Rate lock volume rose going into the spring buying season

February brought a seasonal spike in purchase locks even as higher interest rates led to steep declines in refinances

The spring homebuying season kicked off with a monthly jump in purchase mortgage locks despite rising interest rates. 

Rate lock volume rose 5% from January to February due to a notable 8.3% increase in purchase activity, data from Optimal Blue’s Originations Market Monitor report showed.

The rise in purchase activity outpaced the decrease in refinancing activity, which fell by 22.5% for rate-and-term refis and by 3.1% for cash-out loans. 

Overall, 86% of originations in February consisted of purchase mortgages, with refis accounting for 14%. 

Purchase lock counts, which control for changing home prices, rose 7% from January. It’s significant growth compared to the 2% increase in February 2023 during a similar uptick in interest rates, Optimal Blue reported.

On a year-over-year basis, purchase lock activity declined by 7%, marking the smallest such decrease since the Federal Reserve began hiking interest rates in March 2022.

“As the spring buying season commenced, we saw a resurgence in purchase locks, despite the rise in interest rates,” said Brennan O’Connell, director of data solutions at Optimal Blue. “Although lock counts were down on a year-over-year basis, the rate of decline is decelerating and suggests we may be nearing a floor for purchase lending in the current rate environment.”

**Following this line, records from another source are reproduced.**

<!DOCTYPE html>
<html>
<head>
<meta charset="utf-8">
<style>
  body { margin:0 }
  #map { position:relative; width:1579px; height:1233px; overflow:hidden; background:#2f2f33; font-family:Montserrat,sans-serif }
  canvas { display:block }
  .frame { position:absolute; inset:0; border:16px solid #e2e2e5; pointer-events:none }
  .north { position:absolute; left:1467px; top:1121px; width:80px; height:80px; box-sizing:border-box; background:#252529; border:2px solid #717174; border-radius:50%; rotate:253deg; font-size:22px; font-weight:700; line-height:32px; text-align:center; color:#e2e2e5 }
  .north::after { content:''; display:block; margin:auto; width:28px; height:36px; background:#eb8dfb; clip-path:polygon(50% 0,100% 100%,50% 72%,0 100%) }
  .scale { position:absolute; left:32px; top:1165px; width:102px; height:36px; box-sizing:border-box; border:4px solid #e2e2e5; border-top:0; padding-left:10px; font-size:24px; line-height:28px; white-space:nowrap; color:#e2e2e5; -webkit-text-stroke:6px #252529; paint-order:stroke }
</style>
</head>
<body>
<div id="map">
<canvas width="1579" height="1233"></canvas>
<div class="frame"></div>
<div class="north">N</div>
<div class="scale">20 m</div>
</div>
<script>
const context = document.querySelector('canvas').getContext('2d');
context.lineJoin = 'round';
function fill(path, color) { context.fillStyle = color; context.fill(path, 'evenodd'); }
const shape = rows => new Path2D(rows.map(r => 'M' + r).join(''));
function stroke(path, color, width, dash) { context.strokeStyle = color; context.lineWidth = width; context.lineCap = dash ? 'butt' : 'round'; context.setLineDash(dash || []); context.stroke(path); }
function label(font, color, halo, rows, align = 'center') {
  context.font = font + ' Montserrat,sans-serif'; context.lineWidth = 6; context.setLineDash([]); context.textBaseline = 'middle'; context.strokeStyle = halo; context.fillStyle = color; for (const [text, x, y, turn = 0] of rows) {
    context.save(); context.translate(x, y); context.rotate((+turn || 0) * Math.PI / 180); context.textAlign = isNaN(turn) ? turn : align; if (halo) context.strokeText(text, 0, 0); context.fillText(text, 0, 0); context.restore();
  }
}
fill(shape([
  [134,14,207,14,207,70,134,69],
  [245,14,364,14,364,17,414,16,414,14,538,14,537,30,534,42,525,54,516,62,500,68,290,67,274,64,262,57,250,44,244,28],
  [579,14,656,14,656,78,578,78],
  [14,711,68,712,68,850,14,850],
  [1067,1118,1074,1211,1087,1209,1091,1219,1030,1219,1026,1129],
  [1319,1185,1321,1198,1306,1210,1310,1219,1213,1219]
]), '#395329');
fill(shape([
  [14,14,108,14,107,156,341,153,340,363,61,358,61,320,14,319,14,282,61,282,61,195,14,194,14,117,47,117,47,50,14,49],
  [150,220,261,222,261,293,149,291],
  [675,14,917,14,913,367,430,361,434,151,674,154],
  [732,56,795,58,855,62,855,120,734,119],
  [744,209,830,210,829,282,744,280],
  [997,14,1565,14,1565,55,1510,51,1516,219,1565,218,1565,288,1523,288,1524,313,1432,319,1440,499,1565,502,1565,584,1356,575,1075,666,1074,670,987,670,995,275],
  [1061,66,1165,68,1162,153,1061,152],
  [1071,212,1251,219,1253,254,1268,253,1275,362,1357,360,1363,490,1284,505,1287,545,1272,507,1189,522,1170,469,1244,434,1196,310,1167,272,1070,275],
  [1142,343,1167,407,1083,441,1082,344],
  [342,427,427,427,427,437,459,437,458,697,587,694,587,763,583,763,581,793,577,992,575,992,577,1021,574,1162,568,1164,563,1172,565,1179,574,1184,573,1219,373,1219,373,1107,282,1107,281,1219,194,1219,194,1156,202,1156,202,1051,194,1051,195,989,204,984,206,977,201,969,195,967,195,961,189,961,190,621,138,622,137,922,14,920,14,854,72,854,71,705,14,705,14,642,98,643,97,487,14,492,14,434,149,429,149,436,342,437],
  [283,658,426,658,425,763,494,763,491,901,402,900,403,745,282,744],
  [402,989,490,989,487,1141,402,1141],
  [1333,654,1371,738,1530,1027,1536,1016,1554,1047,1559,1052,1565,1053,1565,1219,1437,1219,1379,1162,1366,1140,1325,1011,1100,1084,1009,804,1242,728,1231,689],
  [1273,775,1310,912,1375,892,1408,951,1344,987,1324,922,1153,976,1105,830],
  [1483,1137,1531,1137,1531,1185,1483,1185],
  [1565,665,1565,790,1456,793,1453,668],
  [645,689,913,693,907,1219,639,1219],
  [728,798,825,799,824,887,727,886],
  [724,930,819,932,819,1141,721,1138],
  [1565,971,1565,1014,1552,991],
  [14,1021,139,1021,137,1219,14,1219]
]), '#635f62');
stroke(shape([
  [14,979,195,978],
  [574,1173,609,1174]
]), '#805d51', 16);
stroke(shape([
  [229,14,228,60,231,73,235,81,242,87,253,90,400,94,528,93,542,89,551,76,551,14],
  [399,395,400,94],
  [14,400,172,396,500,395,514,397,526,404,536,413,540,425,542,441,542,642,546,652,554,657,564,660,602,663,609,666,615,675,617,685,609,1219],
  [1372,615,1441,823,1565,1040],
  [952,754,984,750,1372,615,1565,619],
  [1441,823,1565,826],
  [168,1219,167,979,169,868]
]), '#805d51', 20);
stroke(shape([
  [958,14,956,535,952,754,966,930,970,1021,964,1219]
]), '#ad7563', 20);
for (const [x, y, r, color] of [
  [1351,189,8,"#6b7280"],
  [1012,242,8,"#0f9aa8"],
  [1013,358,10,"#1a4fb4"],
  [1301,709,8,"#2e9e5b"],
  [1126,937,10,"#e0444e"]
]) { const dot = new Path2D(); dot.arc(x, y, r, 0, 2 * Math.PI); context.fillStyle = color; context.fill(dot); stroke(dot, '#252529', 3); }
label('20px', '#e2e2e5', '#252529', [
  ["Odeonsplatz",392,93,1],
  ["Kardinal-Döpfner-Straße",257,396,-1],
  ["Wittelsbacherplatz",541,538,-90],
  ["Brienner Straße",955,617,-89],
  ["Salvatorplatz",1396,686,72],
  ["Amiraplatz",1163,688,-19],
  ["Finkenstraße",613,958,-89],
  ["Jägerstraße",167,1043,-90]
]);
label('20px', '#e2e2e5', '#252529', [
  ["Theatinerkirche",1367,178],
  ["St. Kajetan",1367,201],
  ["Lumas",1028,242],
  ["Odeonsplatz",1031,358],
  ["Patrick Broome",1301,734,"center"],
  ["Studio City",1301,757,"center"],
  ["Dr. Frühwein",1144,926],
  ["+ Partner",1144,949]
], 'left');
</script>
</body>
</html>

The benchmark Optimal Blue Mortgage Market Indices (OBMMI) ended three consecutive months of rate declines — the result of strong economic readings, which significantly lowered market expectations of a near-term rate cut. 

The OBMMI 30-year conforming rate index increased by 36 basis points (bps) to 6.89%. The index for Federal Housing Administration (FHA) loans rose 28 bps to 6.66%, while the U.S. Department of Veterans Affairs (VA) index rose 41 bps to 6.50% and the jumbo index rose 37 bps to 7.35%.

Nonconforming loan products, including jumbo and non-QM loans, claimed an additional 183 bps of market share, ending the month with 11% of the total volume. Meanwhile, conforming loans maintained a steady share of 57%, with slight decreases in the FHA and VA loan shares.

The rate increase nudged up the share of adjustable-rate mortgages (ARMs), although they still account for only 6% of total production volume. The current economic scenario, particularly the inverted yield curve, is likely to constrain further growth in demand for ARMs, Optimal Blue projected.

Month over month, the average loan amount increased from $355,600 to $359,300, while the average home purchase price climbed from $444,900 to $454,100.